SUPPLIED MATERIAL
=== Section Start ===

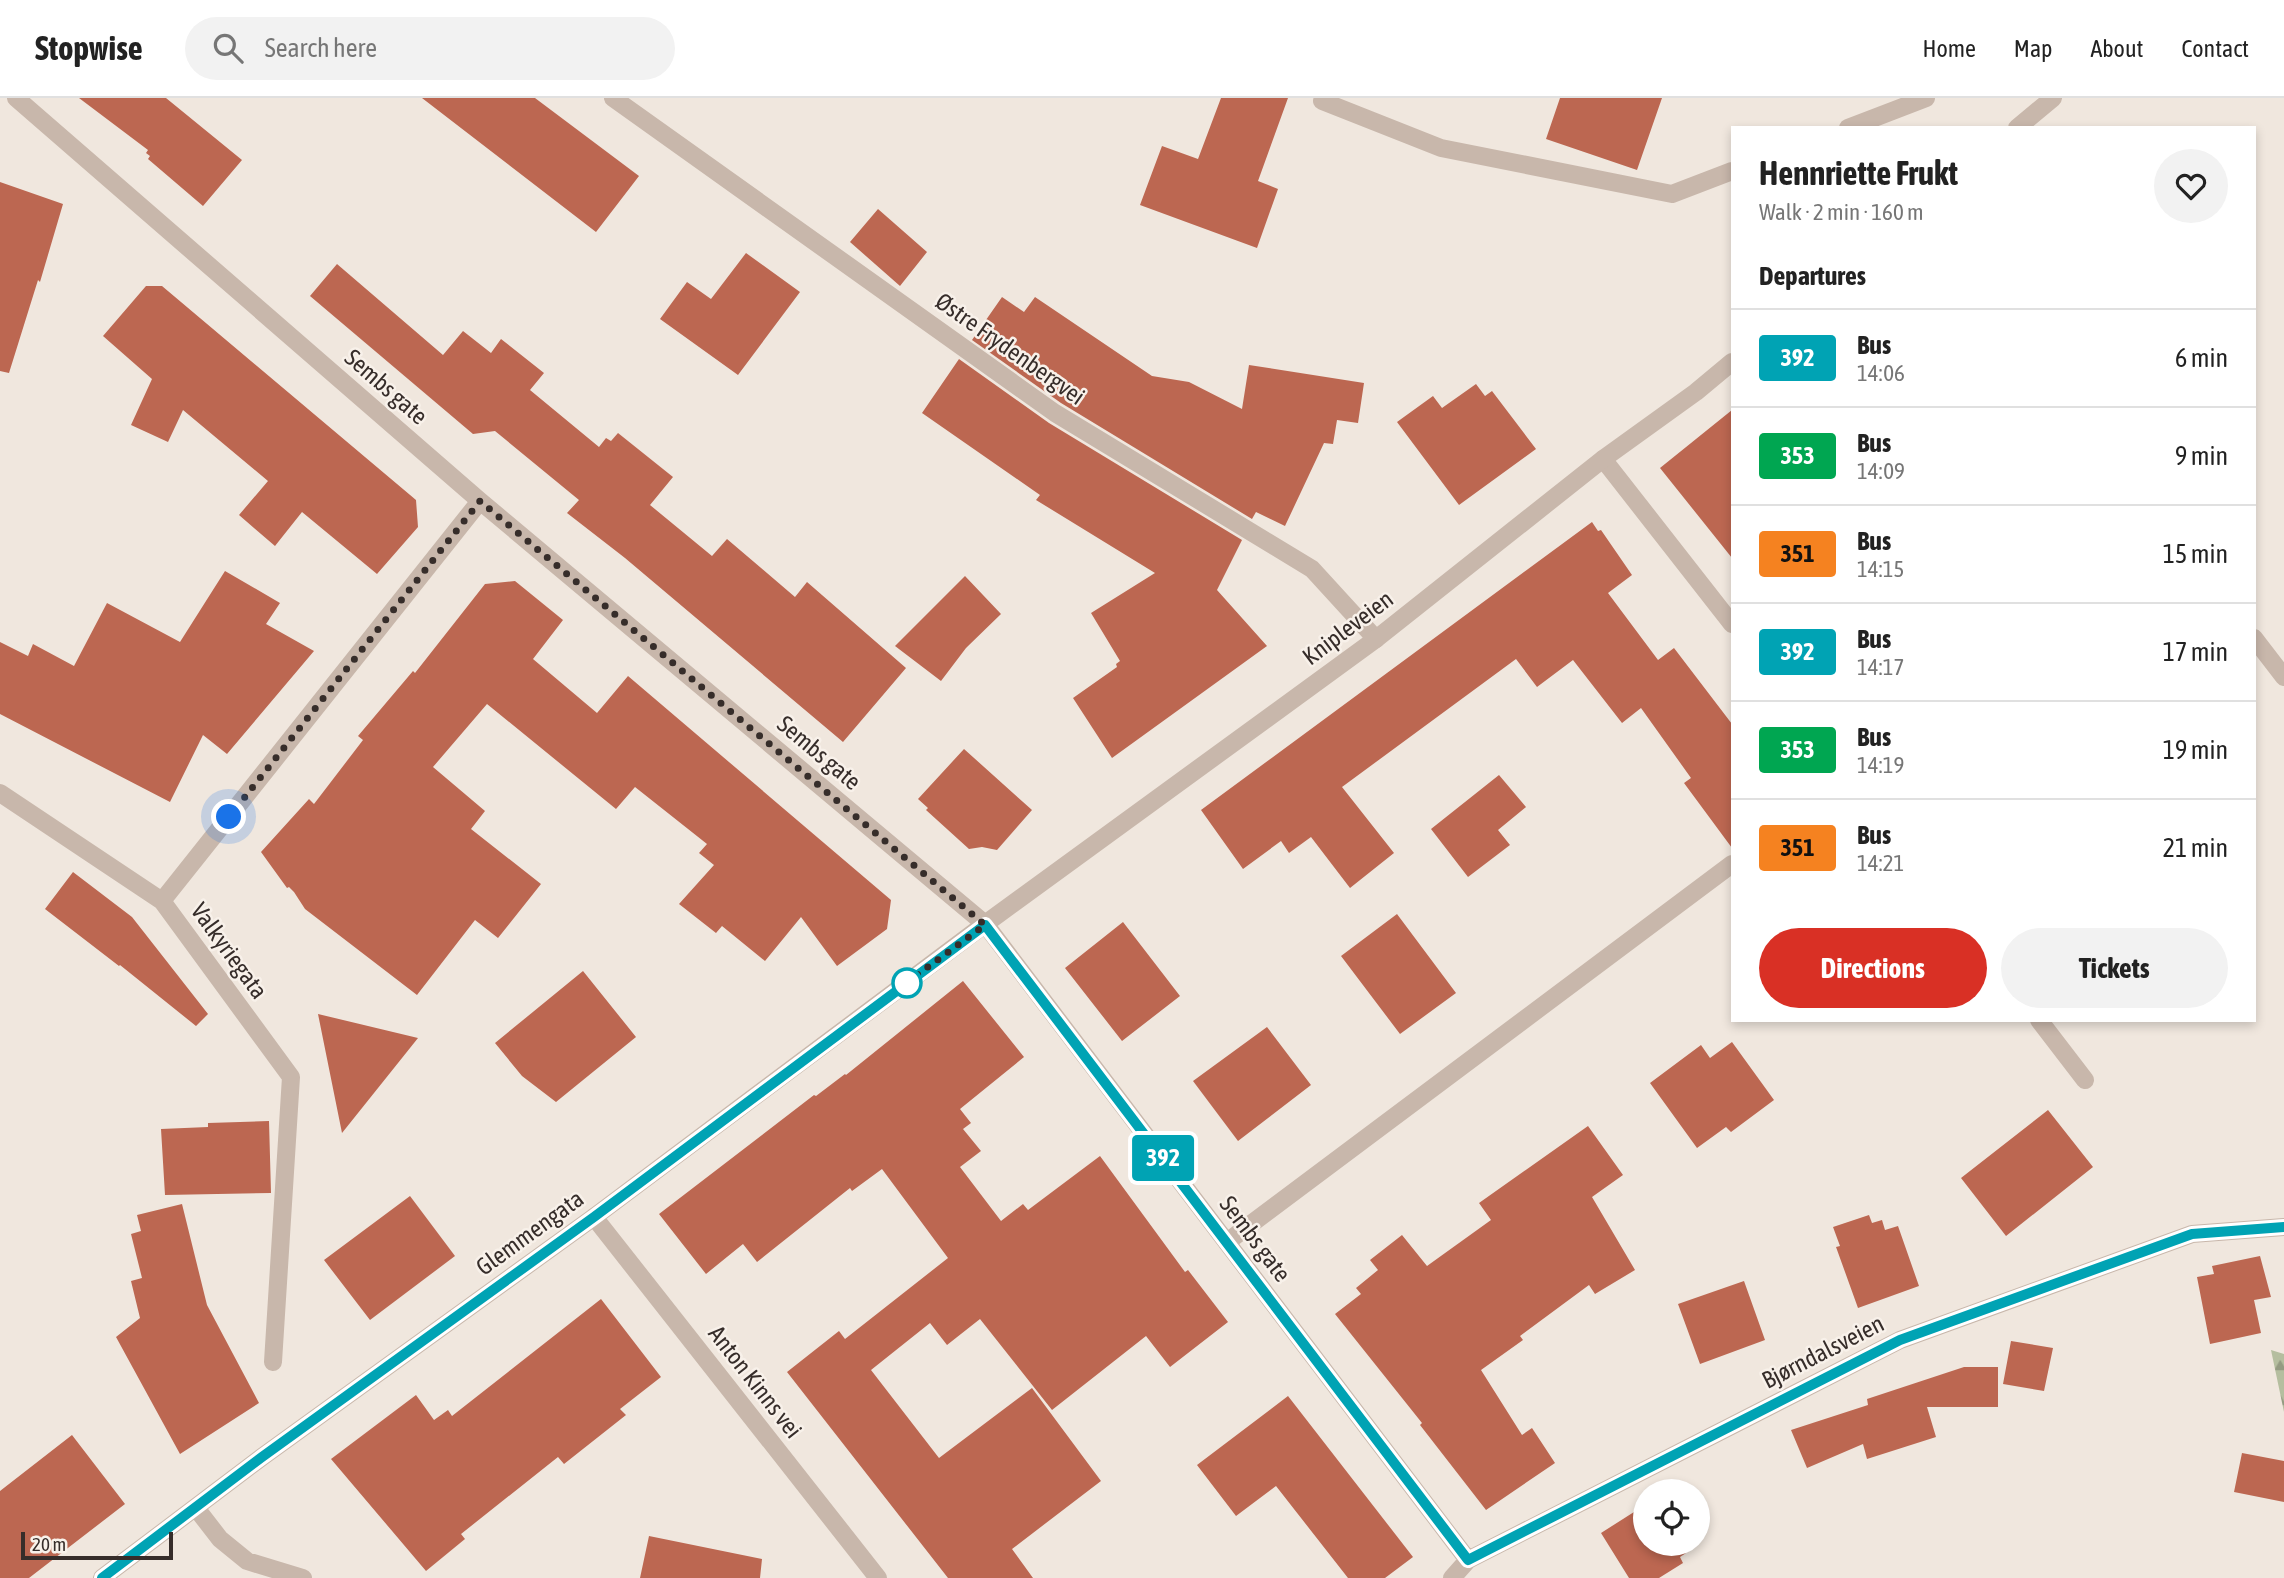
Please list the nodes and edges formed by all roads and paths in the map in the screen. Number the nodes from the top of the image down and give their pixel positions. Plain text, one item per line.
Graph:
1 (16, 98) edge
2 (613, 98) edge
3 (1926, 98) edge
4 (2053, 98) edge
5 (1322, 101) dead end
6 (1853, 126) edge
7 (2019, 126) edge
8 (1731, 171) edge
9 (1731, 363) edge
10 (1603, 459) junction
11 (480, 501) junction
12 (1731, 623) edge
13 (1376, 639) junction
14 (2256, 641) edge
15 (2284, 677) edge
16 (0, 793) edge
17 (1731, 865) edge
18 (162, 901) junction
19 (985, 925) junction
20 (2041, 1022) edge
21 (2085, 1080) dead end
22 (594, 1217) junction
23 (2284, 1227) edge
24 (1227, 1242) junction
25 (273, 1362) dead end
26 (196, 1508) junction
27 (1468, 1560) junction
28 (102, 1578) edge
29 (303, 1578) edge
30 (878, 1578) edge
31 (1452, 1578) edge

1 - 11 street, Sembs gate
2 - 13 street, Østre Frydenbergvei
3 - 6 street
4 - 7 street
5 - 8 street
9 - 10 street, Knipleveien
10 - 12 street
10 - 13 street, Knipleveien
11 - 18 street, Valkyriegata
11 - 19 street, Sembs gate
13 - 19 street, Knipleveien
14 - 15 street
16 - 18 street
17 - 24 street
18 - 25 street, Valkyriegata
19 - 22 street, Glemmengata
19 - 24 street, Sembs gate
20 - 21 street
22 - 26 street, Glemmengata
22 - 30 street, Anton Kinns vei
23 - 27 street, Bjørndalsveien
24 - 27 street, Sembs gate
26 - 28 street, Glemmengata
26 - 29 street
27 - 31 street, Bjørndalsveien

=== Section End ===
=== Section Start ===

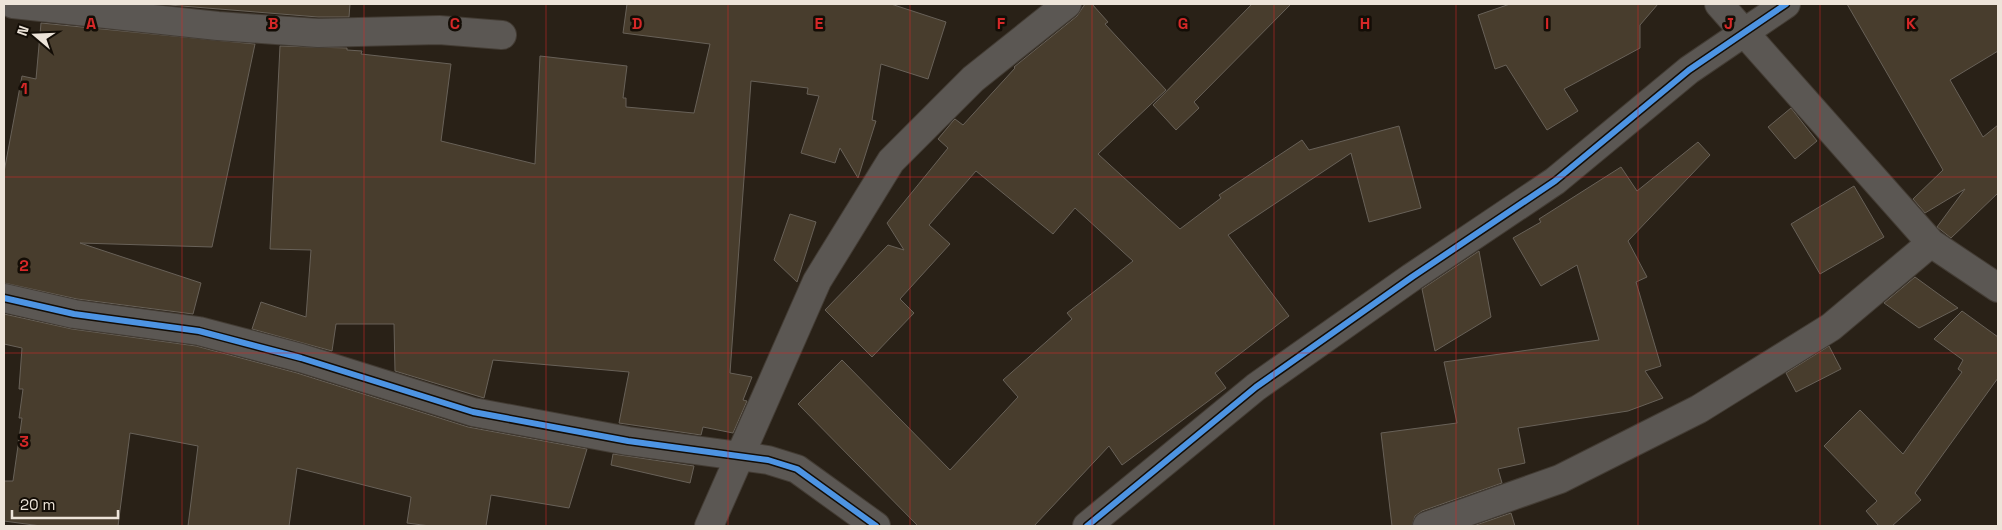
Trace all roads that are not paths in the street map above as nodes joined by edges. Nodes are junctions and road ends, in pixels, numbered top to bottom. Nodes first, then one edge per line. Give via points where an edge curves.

=== Section End ===

DESCRIPTION OF THE TASK
Collect from the data above every line that includes "paths".

EXERCISE RESULT
Please list the nodes and edges formed by all roads and paths in the map in the screen. Number the nodes from the top of the image down and give their pixel positions. Plain text, one item per line.
Trace all roads that are not paths in the street map above as nodes joined by edges. Nodes are junctions and road ends, in pixels, numbered top to bottom. Nodes first, then one edge per line. Give via points where an edge curves.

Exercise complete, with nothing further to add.